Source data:
......

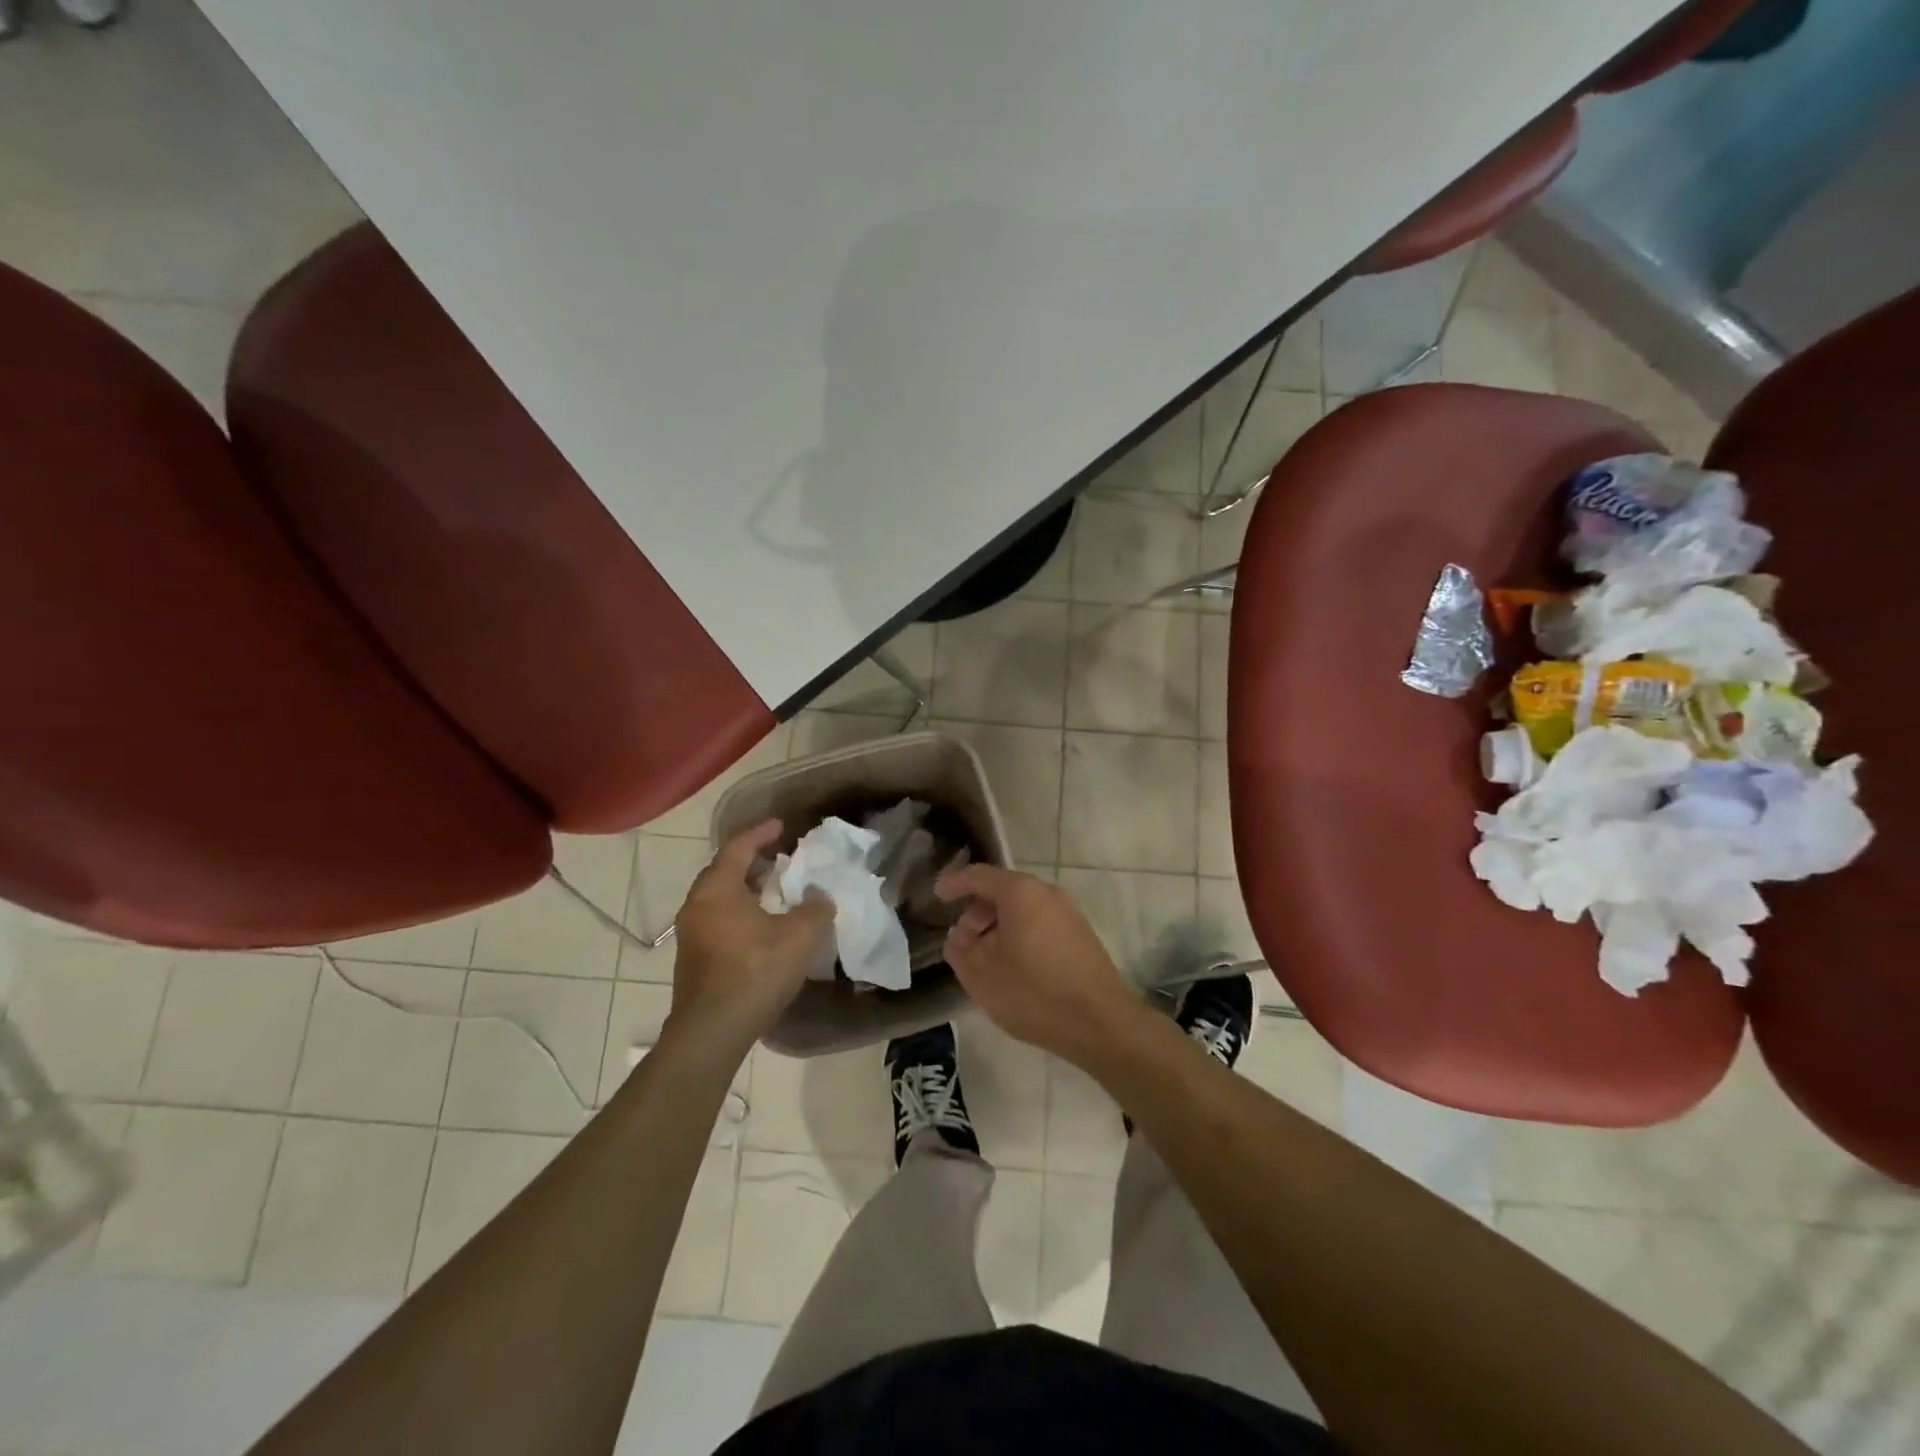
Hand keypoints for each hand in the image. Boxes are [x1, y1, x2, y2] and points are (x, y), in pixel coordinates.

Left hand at [669, 820, 832, 1049]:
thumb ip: (816, 908)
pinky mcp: (693, 961)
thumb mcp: (800, 935)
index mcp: (717, 890)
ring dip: (746, 891)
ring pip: (719, 899)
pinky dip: (739, 913)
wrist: (712, 1032)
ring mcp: (690, 935)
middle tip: (778, 858)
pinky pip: (718, 921)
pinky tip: (761, 928)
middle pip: (723, 872)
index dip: (760, 833)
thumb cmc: (755, 971)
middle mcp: (696, 906)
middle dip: (751, 862)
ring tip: (774, 893)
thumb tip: (819, 897)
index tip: (780, 825)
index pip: (737, 848)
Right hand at [935, 864, 1140, 1062]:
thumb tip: (959, 935)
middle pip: (1002, 891)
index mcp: (1020, 893)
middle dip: (977, 912)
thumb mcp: (981, 975)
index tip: (937, 896)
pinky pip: (1040, 923)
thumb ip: (960, 949)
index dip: (954, 883)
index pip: (979, 875)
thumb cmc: (1034, 993)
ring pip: (1023, 909)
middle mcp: (1047, 892)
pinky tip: (1014, 968)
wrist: (1100, 1023)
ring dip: (998, 927)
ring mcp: (1069, 912)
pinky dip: (1020, 935)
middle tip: (962, 942)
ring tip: (986, 960)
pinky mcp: (1081, 935)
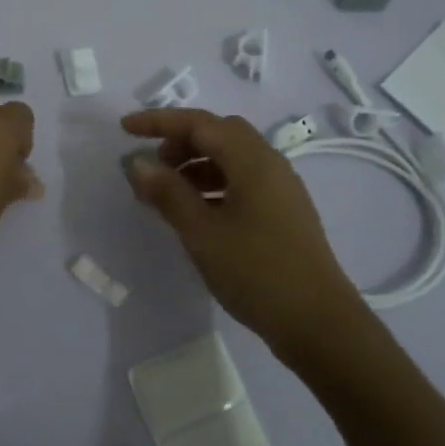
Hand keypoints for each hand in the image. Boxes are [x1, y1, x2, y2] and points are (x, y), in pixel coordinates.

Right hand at [121, 108, 362, 351]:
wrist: (319, 324)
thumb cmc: (256, 272)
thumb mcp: (202, 232)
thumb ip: (168, 193)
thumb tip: (138, 163)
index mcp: (252, 160)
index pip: (199, 123)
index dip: (159, 121)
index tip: (125, 128)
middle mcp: (270, 164)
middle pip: (219, 133)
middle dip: (181, 140)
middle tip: (152, 163)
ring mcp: (281, 189)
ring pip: (232, 158)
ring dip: (196, 163)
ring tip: (167, 191)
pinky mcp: (283, 213)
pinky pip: (242, 181)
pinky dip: (213, 184)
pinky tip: (196, 212)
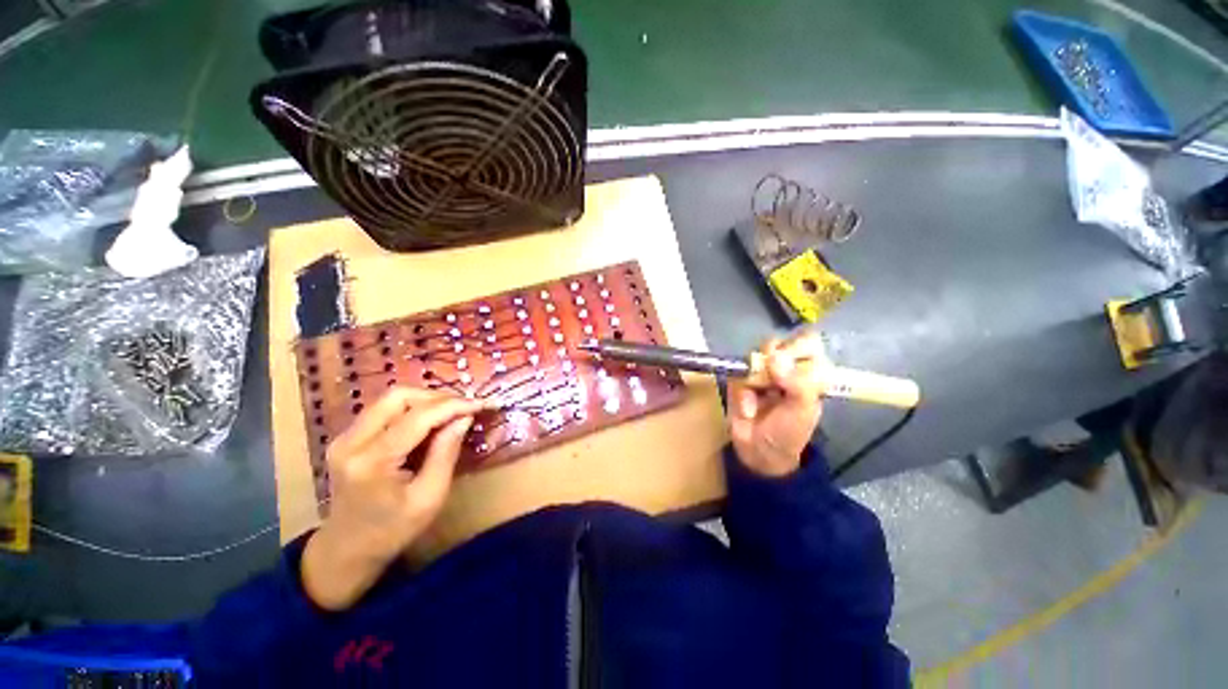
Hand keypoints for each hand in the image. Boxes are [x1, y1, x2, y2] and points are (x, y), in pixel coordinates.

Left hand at [301, 387, 484, 610]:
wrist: (347, 550)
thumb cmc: (393, 530)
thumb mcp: (430, 497)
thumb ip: (446, 452)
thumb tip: (465, 417)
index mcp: (371, 462)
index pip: (417, 417)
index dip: (453, 405)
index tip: (482, 403)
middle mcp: (351, 441)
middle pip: (398, 396)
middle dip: (438, 397)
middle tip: (464, 408)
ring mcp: (345, 437)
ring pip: (391, 398)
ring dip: (426, 400)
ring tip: (451, 413)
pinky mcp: (347, 437)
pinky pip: (385, 409)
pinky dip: (413, 408)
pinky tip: (430, 422)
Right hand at [727, 332, 827, 476]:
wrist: (759, 453)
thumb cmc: (789, 432)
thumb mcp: (802, 410)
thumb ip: (796, 382)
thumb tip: (776, 356)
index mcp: (806, 373)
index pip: (806, 343)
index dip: (797, 344)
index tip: (788, 357)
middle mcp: (783, 369)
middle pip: (776, 345)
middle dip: (770, 360)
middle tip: (769, 373)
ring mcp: (760, 375)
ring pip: (753, 359)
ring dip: (754, 379)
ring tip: (757, 400)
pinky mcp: (739, 382)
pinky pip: (737, 376)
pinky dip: (742, 394)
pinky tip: (748, 411)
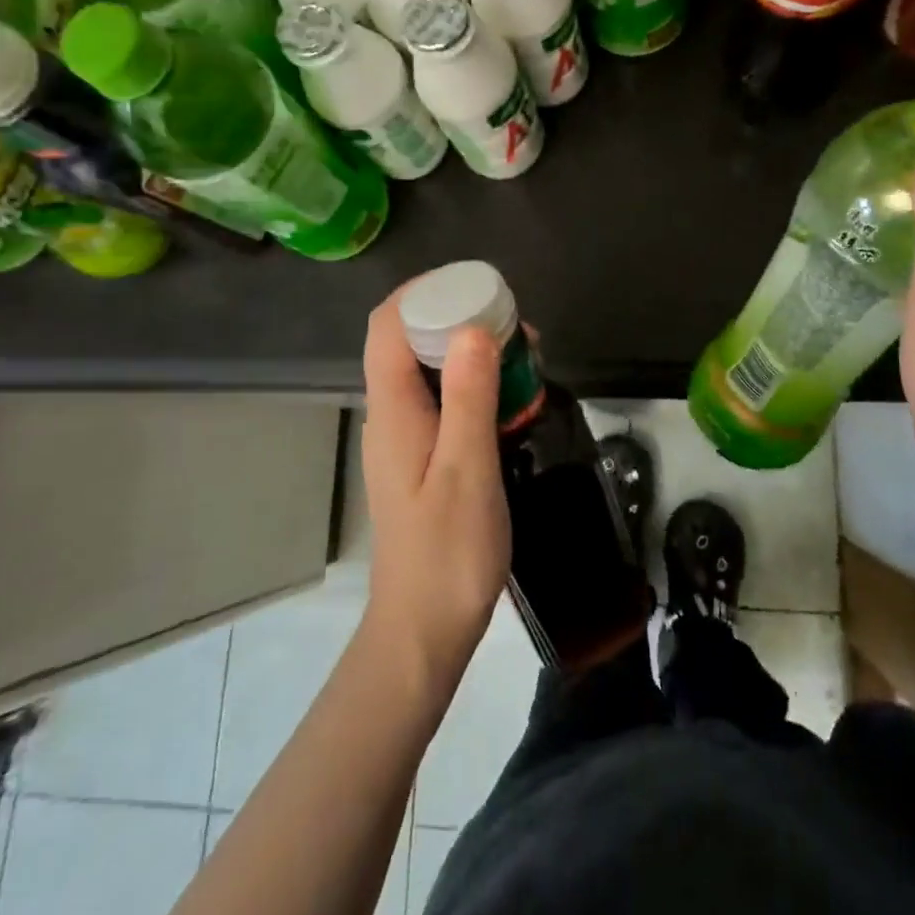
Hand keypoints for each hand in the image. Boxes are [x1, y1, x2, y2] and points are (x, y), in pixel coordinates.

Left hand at [358, 293, 510, 699]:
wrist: (424, 629)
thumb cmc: (448, 552)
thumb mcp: (467, 469)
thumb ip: (469, 396)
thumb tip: (473, 327)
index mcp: (394, 410)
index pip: (389, 326)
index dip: (424, 292)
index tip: (475, 285)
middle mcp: (392, 415)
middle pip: (411, 342)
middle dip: (459, 319)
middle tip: (516, 325)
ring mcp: (406, 438)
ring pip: (432, 372)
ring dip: (472, 353)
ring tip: (526, 357)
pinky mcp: (423, 458)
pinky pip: (445, 403)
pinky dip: (476, 387)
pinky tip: (513, 401)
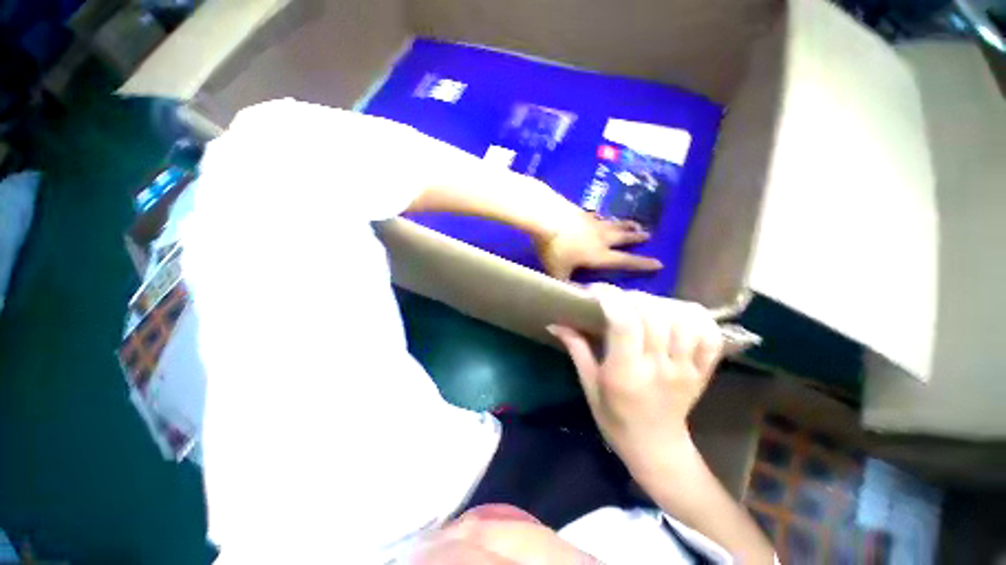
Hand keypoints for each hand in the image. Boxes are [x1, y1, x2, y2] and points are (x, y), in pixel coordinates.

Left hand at [534, 213, 662, 280]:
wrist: (545, 216)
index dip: (642, 264)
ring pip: (613, 224)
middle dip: (636, 237)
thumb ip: (566, 284)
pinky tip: (600, 215)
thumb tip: (576, 296)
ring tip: (635, 222)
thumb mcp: (557, 271)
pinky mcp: (581, 212)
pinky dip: (601, 217)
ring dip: (625, 224)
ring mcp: (592, 222)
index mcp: (599, 254)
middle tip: (649, 235)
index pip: (625, 261)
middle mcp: (601, 237)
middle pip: (623, 238)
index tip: (659, 263)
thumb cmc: (554, 247)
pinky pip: (596, 215)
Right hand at [548, 284, 723, 476]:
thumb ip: (576, 348)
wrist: (656, 448)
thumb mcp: (589, 385)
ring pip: (683, 319)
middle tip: (616, 299)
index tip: (594, 291)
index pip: (624, 322)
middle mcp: (659, 367)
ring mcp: (687, 368)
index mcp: (627, 372)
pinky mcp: (703, 370)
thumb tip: (556, 322)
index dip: (610, 297)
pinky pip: (709, 335)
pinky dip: (695, 317)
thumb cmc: (615, 418)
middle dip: (631, 296)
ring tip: (643, 306)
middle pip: (654, 314)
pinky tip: (676, 314)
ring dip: (661, 303)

......

*Your objective:* I would like the data above transcribed exactly, with its pictures left out.

*Final answer:*
Hand keypoints for each hand in the image. Boxes are [x1, y1, x2, y2] and points are (x, y), in pixel coordinates.

Left hand at [669, 820, 832, 1049]:
thumb ip: (816, 908)
pinky mcp: (693, 961)
thumb mcp: (800, 935)
index mcp: (717, 890)
ring dip: (746, 891)
ring pip: (719, 899)
pinky dip: (739, 913)
wrist: (712, 1032)
ring mcp: (690, 935)
middle tip: (778, 858)
pinky pip: (718, 921)
pinky tip: (761, 928)
middle pip: (723, 872)
index dip: (760, 833)
thumb cmc: (755, 971)
middle mcp: (696, 906)
middle dip: (751, 862)
ring tip: (774, 893)
thumb tip: (819, 897)
index tip: (780, 825)
index pip: (737, 848)
Right hand at [935, 864, 1140, 1062]:
thumb tip: (959, 935)
middle pip: (1002, 891)
index mcp: (1020, 893)
middle dip: (977, 912)
thumb mcp: (981, 975)
index tip: (937, 896)
pinky pip: (1040, 923)
thumb ip: (960, 949)
index dip: (954, 883)
index pip: (979, 875)
thumb cmc: (1034, 993)
ring pip: (1023, 909)
middle mcp: (1047, 892)
pinky tip: (1014, 968)
wrist: (1100, 1023)
ring dip: (998, 927)
ring mcp: (1069, 912)
pinky dip: (1020, 935)
middle tip: (962, 942)
ring tip: (986, 960)
pinky mcp: (1081, 935)
Hand keypoints for each hand in the image. Boxes are [x1, y1, x2, y2] and points are (x, y), in pixel coordinates.

Right hand at [121, 108, 362, 351]:
wrist: (319, 324)
thumb cmc: (256, 272)
thumb mcp: (202, 232)
thumb ip: (168, 193)
thumb tip: (138, 163)
index mcp: (252, 160)
index pip: (199, 123)
index dip: (159, 121)
index tip: (125, 128)
middle mcp: (270, 164)
middle pip: (219, 133)
middle dip: (181, 140)
middle tip: (152, 163)
ring mcp: (281, 189)
ring pip: (232, 158)
ring dip: (196, 163)
ring tip: (167, 191)
pinky mcp: (283, 213)
pinky pip: (242, 181)
pinky dip: (213, 184)
pinky tip: (196, 212)
Hand keypoints for each hand in the image. Boxes are [x1, y1, x2, y2] and points are (x, y), in pixel coordinates.

Left hand at [301, 387, 484, 610]:
wrist: (347, 550)
thumb cmc: (393, 530)
thumb mcp: (430, 497)
thumb ip: (446, 452)
thumb tip: (465, 417)
index mcp: (371, 462)
index pip: (417, 417)
index dip: (453, 405)
index tip: (482, 403)
middle mcp: (351, 441)
middle pip: (398, 396)
middle dip: (438, 397)
middle tip: (464, 408)
ring mcp: (345, 437)
ring pip: (391, 398)
ring dip: (426, 400)
ring tip: (451, 413)
pinky mcp: (347, 437)
pinky pip: (385, 409)
pinky dip: (413, 408)
pinky tip: (430, 422)
Right hand at [727, 332, 827, 476]:
wrist: (759, 453)
thumb cmc: (789, 432)
thumb mcp: (802, 410)
thumb ip: (796, 382)
thumb tip: (776, 356)
index mcp: (806, 373)
index pip: (806, 343)
index dip: (797, 344)
index tip: (788, 357)
middle mcp: (783, 369)
middle pip: (776, 345)
middle dip: (770, 360)
middle tip: (769, 373)
ring mcp: (760, 375)
ring pip: (753, 359)
ring dip: (754, 379)
ring tip: (757, 400)
pinky mcp: (739, 382)
pinky pip: (737, 376)
pinky dip: (742, 394)
pinky tip: (748, 411)
Hand keypoints for each hand in the image. Boxes are [x1, y1, x2, y2] and points are (x, y), in pixel coordinates.

Left hand at [358, 293, 510, 699]:
wrist: (424, 629)
thumb cmc: (448, 552)
thumb mcp: (467, 469)
thumb ip: (469, 396)
thumb tip: (473, 327)
index mcp: (394, 410)
index pip: (389, 326)
index dip: (424, 292)
index tip: (475, 285)
middle mcp: (392, 415)
middle pip: (411, 342)
middle dip: (459, 319)
middle tip: (516, 325)
ring mcp: (406, 438)
ring pip: (432, 372)
ring dip: (472, 353)
ring tip: (526, 357)
pinky mcp: (423, 458)
pinky pip: (445, 403)
pinky dip: (476, 387)
pinky tip: (513, 401)
Hand keypoints for each hand in the image. Boxes are [x1, y1, x2, y2] and points are (x, y), in pixel coordinates.

Left hand at [534, 213, 662, 280]:
wrist: (545, 216)
index dip: (642, 264)
ring pip: (613, 224)
middle dip: (636, 237)
thumb ip: (566, 284)
pinky tip: (600, 215)
thumb tip: (576, 296)
ring tip: (635, 222)
thumb mcp: (557, 271)
pinky mcp: (581, 212)
pinky dip: (601, 217)
ring dip: (625, 224)
ring mcp: (592, 222)
index mcp: (599, 254)
middle tip: (649, 235)
index pip: (625, 261)
middle mcp: (601, 237)
middle pip: (623, 238)
index tip: (659, 263)
thumb cmc: (554, 247)
pinky pip: (596, 215)
Right hand at [548, 284, 723, 476]:
thumb ip: (576, 348)
wrist: (656, 448)
thumb mcp: (589, 385)
ring pip: (683, 319)
middle tip: (616, 299)
index tip: (594, 291)
index pip: (624, 322)
middle mcp: (659, 367)
ring mcp: (687, 368)
index mcp: (627, 372)
pinky mcp: (703, 370)
thumb tip: (556, 322)
index dip: (610, 297)
pinky pip: (709, 335)
pinky dip: (695, 317)
thumb cmc: (615, 418)
middle dip: (631, 296)
ring tip: (643, 306)
middle pip: (654, 314)
pinky tip: (676, 314)
ring dip: (661, 303)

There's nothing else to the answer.